ACTION ITEM:
Take the data that follows and retype it word for word.

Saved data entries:
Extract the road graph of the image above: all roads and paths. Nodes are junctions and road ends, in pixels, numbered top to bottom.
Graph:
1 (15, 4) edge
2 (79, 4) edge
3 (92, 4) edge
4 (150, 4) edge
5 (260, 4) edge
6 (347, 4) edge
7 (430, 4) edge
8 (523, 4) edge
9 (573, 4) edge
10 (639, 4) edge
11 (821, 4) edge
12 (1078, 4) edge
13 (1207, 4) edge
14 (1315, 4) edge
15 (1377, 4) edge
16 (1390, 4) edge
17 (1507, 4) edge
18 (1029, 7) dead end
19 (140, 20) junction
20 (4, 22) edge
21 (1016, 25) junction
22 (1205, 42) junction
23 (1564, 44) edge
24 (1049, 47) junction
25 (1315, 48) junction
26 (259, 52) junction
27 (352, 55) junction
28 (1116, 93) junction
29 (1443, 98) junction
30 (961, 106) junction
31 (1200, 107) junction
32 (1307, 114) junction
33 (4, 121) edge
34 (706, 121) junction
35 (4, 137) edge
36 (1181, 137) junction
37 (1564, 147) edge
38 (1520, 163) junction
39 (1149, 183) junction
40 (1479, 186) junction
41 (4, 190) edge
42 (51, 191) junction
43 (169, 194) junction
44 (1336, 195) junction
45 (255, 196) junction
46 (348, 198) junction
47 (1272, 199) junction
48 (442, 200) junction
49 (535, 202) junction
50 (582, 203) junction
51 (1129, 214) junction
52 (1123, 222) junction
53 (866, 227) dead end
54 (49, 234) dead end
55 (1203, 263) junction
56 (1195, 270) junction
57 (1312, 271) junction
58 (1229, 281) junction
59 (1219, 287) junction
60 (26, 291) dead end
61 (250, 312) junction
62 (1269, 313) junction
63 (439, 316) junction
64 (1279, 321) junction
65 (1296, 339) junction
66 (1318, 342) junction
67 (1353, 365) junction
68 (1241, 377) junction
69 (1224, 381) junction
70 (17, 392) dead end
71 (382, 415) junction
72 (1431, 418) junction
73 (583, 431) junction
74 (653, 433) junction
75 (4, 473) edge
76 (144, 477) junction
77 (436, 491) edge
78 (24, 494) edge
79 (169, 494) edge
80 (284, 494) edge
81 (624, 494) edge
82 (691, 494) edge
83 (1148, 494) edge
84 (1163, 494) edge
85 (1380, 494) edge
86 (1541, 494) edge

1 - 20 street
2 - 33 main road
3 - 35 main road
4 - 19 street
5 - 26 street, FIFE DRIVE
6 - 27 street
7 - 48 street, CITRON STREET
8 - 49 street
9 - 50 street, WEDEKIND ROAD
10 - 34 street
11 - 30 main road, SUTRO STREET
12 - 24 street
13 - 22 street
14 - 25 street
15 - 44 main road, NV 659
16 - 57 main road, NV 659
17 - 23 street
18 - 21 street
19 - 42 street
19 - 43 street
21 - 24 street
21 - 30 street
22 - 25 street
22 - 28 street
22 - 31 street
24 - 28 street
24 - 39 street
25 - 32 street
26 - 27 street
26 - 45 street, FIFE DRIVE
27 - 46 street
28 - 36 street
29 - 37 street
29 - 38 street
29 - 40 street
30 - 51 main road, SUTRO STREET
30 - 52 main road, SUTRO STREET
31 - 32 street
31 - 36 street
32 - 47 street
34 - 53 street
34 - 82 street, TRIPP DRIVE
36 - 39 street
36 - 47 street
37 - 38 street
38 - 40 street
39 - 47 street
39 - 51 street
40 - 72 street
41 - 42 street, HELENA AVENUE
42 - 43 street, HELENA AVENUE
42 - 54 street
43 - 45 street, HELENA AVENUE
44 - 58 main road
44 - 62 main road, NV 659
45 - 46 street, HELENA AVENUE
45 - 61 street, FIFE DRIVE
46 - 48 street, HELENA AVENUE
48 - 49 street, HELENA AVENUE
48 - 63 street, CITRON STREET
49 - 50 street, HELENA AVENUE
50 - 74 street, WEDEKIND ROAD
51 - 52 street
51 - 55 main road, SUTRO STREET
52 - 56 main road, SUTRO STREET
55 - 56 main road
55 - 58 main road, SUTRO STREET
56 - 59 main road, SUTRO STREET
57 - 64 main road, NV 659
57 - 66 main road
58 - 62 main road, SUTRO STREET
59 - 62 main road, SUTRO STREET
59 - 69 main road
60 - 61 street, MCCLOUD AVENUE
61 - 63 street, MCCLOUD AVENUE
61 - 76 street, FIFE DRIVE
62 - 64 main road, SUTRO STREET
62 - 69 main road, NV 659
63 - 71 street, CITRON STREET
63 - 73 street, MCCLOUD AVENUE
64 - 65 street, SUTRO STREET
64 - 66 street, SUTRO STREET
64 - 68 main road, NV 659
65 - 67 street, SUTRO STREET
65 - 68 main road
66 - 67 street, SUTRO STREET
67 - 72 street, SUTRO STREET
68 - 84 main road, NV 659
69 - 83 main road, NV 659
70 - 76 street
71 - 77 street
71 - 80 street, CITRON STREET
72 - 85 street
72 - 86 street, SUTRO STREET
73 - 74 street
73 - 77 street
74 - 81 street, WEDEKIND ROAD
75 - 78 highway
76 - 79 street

SOLUTION TO THIS TASK:
Extract the road graph of the image above: all roads and paths. Nodes are junctions and road ends, in pixels, numbered top to bottom.
Graph:
1 (15, 4) edge
2 (79, 4) edge
3 (92, 4) edge
4 (150, 4) edge
5 (260, 4) edge
6 (347, 4) edge
7 (430, 4) edge
8 (523, 4) edge
9 (573, 4) edge
10 (639, 4) edge
11 (821, 4) edge
12 (1078, 4) edge
13 (1207, 4) edge
14 (1315, 4) edge
15 (1377, 4) edge
16 (1390, 4) edge
17 (1507, 4) edge
18 (1029, 7) dead end
19 (140, 20) junction
20 (4, 22) edge
21 (1016, 25) junction
22 (1205, 42) junction
23 (1564, 44) edge
24 (1049, 47) junction
25 (1315, 48) junction
26 (259, 52) junction
27 (352, 55) junction
28 (1116, 93) junction
29 (1443, 98) junction
30 (961, 106) junction
31 (1200, 107) junction
32 (1307, 114) junction
33 (4, 121) edge
34 (706, 121) junction
35 (4, 137) edge
36 (1181, 137) junction
37 (1564, 147) edge
38 (1520, 163) junction
39 (1149, 183) junction
40 (1479, 186) junction
41 (4, 190) edge
42 (51, 191) junction
43 (169, 194) junction
44 (1336, 195) junction
45 (255, 196) junction
46 (348, 198) junction
47 (1272, 199) junction
48 (442, 200) junction
49 (535, 202) junction
50 (582, 203) junction
51 (1129, 214) junction
52 (1123, 222) junction
53 (866, 227) dead end
54 (49, 234) dead end
55 (1203, 263) junction
56 (1195, 270) junction
57 (1312, 271) junction
58 (1229, 281) junction
59 (1219, 287) junction
60 (26, 291) dead end
61 (250, 312) junction
62 (1269, 313) junction
63 (439, 316) junction
64 (1279, 321) junction
65 (1296, 339) junction
66 (1318, 342) junction
67 (1353, 365) junction
68 (1241, 377) junction
69 (1224, 381) junction
70 (17, 392) dead end
71 (382, 415) junction
72 (1431, 418) junction
73 (583, 431) junction
74 (653, 433) junction
75 (4, 473) edge
76 (144, 477) junction
77 (436, 491) edge
78 (24, 494) edge
79 (169, 494) edge
80 (284, 494) edge
81 (624, 494) edge
82 (691, 494) edge
83 (1148, 494) edge
84 (1163, 494) edge
85 (1380, 494) edge
86 (1541, 494) edge

1 - 20 street
2 - 33 main road
3 - 35 main road
4 - 19 street
5 - 26 street, FIFE DRIVE
6 - 27 street
7 - 48 street, CITRON STREET
8 - 49 street
9 - 50 street, WEDEKIND ROAD
10 - 34 street
11 - 30 main road, SUTRO STREET
12 - 24 street
13 - 22 street
14 - 25 street
15 - 44 main road, NV 659
16 - 57 main road, NV 659
17 - 23 street
18 - 21 street
19 - 42 street
19 - 43 street
21 - 24 street
21 - 30 street
22 - 25 street
22 - 28 street
22 - 31 street
24 - 28 street
24 - 39 street
25 - 32 street
26 - 27 street
26 - 45 street, FIFE DRIVE
27 - 46 street
28 - 36 street
29 - 37 street
29 - 38 street
29 - 40 street
30 - 51 main road, SUTRO STREET
30 - 52 main road, SUTRO STREET
31 - 32 street
31 - 36 street
32 - 47 street
34 - 53 street
34 - 82 street, TRIPP DRIVE
36 - 39 street
36 - 47 street
37 - 38 street
38 - 40 street
39 - 47 street
39 - 51 street
40 - 72 street
41 - 42 street, HELENA AVENUE
42 - 43 street, HELENA AVENUE
42 - 54 street
43 - 45 street, HELENA AVENUE
44 - 58 main road
44 - 62 main road, NV 659
45 - 46 street, HELENA AVENUE
45 - 61 street, FIFE DRIVE
46 - 48 street, HELENA AVENUE
48 - 49 street, HELENA AVENUE
48 - 63 street, CITRON STREET
49 - 50 street, HELENA AVENUE
50 - 74 street, WEDEKIND ROAD
51 - 52 street
51 - 55 main road, SUTRO STREET
52 - 56 main road, SUTRO STREET
55 - 56 main road
55 - 58 main road, SUTRO STREET
56 - 59 main road, SUTRO STREET
57 - 64 main road, NV 659
57 - 66 main road
58 - 62 main road, SUTRO STREET
59 - 62 main road, SUTRO STREET
59 - 69 main road
60 - 61 street, MCCLOUD AVENUE
61 - 63 street, MCCLOUD AVENUE
61 - 76 street, FIFE DRIVE
62 - 64 main road, SUTRO STREET
62 - 69 main road, NV 659
63 - 71 street, CITRON STREET
63 - 73 street, MCCLOUD AVENUE
64 - 65 street, SUTRO STREET
64 - 66 street, SUTRO STREET
64 - 68 main road, NV 659
65 - 67 street, SUTRO STREET
65 - 68 main road
66 - 67 street, SUTRO STREET
67 - 72 street, SUTRO STREET
68 - 84 main road, NV 659
69 - 83 main road, NV 659
70 - 76 street
71 - 77 street
71 - 80 street, CITRON STREET
72 - 85 street
72 - 86 street, SUTRO STREET
73 - 74 street
73 - 77 street
74 - 81 street, WEDEKIND ROAD
75 - 78 highway
76 - 79 street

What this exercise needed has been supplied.